*** Opening of RECORDS PROVIDED ***
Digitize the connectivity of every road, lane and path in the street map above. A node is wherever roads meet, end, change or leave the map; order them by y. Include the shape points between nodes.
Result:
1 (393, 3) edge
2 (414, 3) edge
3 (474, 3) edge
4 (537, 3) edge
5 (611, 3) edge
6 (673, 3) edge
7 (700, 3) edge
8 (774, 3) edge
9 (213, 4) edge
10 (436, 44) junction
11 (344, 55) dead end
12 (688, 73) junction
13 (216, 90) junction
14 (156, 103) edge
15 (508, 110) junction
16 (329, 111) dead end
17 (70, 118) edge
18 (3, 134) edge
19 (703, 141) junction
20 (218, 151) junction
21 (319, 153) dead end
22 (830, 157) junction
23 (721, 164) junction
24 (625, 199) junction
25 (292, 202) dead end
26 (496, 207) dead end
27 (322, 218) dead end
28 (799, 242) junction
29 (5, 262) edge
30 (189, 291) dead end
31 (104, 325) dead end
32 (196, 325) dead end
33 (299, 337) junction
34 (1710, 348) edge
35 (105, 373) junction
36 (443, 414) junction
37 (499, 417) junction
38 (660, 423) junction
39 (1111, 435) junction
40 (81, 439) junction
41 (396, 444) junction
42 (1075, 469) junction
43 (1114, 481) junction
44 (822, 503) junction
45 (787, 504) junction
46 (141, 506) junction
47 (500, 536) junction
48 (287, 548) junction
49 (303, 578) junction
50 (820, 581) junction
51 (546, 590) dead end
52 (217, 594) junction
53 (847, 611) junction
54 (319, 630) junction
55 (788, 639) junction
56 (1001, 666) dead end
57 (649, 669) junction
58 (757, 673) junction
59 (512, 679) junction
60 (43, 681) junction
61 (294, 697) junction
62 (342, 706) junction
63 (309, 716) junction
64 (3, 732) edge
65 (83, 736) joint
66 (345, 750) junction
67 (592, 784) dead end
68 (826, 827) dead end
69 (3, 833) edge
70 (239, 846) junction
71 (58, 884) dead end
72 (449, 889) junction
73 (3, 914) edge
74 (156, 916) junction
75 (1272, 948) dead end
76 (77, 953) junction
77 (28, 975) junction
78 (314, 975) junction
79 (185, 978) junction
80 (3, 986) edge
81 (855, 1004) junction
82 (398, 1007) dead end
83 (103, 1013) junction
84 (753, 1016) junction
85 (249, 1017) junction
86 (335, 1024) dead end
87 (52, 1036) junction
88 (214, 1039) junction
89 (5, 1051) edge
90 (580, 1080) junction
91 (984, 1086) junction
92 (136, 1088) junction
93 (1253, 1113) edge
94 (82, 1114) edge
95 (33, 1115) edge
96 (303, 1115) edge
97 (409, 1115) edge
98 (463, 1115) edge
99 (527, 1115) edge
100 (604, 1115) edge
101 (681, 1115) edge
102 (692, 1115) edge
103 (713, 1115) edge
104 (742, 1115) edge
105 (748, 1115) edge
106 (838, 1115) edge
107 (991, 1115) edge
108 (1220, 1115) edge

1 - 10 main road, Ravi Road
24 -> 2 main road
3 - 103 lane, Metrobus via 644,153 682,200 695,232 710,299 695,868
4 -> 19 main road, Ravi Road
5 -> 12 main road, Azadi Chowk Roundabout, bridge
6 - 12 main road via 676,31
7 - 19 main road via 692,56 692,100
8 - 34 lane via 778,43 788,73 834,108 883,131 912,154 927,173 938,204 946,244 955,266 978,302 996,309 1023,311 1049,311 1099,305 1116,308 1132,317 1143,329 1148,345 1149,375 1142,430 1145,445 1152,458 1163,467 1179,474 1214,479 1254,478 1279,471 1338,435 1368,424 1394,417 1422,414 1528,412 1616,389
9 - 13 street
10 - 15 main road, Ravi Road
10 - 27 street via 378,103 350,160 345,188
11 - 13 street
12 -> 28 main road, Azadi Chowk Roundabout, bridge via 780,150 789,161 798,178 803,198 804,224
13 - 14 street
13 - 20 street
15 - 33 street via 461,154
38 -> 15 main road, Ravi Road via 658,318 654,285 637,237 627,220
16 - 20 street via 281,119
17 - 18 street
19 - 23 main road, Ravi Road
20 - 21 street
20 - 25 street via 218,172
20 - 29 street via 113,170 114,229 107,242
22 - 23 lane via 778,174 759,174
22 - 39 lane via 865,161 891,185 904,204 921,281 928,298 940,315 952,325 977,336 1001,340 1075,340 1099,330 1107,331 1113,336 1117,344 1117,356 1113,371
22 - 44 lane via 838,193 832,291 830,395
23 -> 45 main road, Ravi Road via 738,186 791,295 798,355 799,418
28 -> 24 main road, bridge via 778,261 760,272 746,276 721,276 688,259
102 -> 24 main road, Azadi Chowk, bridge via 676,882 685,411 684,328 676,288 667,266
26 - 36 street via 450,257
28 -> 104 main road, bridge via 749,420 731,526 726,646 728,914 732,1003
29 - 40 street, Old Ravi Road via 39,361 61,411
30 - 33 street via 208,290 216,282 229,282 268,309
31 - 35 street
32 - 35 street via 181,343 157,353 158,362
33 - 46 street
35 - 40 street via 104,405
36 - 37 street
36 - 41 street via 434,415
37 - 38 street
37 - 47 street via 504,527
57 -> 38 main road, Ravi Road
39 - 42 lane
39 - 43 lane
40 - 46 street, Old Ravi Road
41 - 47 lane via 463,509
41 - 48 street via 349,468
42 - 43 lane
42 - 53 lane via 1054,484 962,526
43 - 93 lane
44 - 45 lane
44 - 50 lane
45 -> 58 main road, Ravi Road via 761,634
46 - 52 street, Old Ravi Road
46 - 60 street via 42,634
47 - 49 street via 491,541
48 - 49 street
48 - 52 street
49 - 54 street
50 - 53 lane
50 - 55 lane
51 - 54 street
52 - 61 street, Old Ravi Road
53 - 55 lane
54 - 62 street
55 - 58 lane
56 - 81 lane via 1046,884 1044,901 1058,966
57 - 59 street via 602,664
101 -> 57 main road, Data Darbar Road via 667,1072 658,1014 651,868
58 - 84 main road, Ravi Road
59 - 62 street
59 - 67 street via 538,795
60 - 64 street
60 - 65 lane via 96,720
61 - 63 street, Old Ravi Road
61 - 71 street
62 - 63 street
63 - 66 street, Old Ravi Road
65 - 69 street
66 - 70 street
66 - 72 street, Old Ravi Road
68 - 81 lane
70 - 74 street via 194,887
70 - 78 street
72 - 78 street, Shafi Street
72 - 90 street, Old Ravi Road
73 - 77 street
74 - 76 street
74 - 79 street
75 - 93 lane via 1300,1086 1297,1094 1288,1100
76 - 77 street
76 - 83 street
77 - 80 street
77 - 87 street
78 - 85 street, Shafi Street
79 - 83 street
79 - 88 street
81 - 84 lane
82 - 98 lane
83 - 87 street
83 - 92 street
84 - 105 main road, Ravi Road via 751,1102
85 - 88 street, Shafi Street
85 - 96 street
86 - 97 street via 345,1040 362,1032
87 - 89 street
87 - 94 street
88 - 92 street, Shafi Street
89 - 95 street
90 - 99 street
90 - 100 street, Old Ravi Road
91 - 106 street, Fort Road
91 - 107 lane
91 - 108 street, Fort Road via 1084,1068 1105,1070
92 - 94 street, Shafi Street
*** Close of RECORDS PROVIDED ***
Scan the lines above for "Fort" and state how many match, nothing more.

2